Modulating thermoelectric properties in oxygen-passivated Sb2Te3 thin film through grain boundary engineering

TL;DR

This study demonstrates that oxygen passivation of Sb2Te3 thin films enhances thermoelectric performance by modifying grain boundaries, increasing electrical mobility, and reducing thermal conductivity, supported by experimental and theoretical analyses.

Contribution

It introduces a novel approach of oxygen incorporation to engineer grain boundaries and improve thermoelectric properties of Sb2Te3 thin films.

Findings

Oxygen-related impurities wet grain boundaries and create Schottky barriers.

Oxygen chemisorption increases electrical mobility within Sb2Te3.

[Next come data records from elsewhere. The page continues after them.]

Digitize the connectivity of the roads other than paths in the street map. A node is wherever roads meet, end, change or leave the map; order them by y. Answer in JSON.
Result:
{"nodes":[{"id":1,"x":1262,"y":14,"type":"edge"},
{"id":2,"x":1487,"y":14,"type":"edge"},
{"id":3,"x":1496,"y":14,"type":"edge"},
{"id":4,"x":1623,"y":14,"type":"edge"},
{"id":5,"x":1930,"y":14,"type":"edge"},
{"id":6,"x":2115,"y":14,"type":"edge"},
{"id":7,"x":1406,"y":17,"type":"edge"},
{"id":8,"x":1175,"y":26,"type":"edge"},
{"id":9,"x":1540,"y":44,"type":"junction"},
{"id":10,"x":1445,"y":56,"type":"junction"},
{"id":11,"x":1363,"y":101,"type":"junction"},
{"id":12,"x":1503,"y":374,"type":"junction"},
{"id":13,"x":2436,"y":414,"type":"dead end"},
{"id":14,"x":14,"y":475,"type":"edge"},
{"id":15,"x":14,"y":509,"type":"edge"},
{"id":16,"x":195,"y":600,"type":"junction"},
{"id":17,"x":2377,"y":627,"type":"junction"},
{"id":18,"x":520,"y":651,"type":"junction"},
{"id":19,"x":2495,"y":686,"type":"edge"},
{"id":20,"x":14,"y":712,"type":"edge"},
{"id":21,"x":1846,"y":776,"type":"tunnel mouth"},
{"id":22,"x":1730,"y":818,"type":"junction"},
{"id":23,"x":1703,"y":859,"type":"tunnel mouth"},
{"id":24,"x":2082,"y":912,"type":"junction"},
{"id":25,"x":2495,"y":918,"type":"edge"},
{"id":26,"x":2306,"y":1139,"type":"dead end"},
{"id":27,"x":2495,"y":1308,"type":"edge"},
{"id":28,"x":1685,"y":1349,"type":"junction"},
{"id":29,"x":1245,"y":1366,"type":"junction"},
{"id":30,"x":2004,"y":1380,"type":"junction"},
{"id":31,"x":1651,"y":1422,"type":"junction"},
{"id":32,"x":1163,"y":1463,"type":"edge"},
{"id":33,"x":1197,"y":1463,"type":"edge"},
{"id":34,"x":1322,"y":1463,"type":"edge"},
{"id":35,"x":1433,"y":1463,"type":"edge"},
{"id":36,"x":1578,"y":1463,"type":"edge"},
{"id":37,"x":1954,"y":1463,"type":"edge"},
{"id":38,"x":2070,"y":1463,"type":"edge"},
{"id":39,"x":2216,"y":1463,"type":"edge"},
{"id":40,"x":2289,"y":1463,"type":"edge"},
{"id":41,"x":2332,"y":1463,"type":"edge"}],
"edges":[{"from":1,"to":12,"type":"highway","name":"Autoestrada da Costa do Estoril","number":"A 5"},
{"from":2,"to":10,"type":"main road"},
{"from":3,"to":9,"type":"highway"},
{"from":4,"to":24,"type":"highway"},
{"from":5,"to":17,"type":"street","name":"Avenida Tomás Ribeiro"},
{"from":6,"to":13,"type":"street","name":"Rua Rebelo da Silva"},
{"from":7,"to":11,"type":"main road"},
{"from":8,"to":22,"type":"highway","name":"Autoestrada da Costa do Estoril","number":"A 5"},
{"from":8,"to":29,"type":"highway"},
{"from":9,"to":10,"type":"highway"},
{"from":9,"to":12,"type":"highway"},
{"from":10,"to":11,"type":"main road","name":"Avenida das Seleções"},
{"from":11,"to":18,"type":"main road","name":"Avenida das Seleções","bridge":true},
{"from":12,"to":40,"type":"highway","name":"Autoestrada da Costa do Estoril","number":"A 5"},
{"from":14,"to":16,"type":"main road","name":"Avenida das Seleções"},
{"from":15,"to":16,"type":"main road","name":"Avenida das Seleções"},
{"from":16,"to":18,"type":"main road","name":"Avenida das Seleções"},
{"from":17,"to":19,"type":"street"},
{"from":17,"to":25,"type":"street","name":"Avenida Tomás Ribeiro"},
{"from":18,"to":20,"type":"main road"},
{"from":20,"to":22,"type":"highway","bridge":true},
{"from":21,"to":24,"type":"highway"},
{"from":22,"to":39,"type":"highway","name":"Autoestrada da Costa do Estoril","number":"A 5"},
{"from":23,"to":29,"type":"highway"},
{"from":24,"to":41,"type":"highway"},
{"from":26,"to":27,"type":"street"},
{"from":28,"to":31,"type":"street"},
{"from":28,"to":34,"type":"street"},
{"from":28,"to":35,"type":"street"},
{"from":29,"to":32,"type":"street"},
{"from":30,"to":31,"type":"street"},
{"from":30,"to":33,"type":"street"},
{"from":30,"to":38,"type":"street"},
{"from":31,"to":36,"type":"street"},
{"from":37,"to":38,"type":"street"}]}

Spatial thermal conductivity variations confirmed by scanning thermal microscopy.

Abstract

The present study demonstrates the effectiveness of incorporating oxygen atoms into the Sb2Te3 thin film, leading to an improved power factor and reduction in thermal conductivity. Based on the experimental evidence, it can be inferred that oxygen-related impurities preferentially wet the grain boundary (GB) and introduce a double Schottky barrier at the GB interface, promoting energy-dependent carrier scattering, ultimately leading to a rise in the Seebeck coefficient. Additionally, the introduction of chemisorbed oxygen creates a high mobility state within the valence band of Sb2Te3, as corroborated by theoretical calculations, resulting in a significantly increased electrical mobility. These factors collectively contribute to improved thermoelectric performance. A set of Scanning probe (SPM) techniques is used to experimentally confirm the alteration in charge transport resulting from the oxygen-passivated grain boundary. Additionally, Scanning Thermal Microscopy (SThM) is employed to observe the spatial variations of thermal conductivity at the nanoscale regime. This study presents a comprehensive microscopic investigation of the impact of oxygen on the phonon and charge carrier transport characteristics of Sb2Te3 thermoelectric materials and indicates that incorporating oxygen may represent a feasible approach to improve the thermoelectric efficiency of these materials.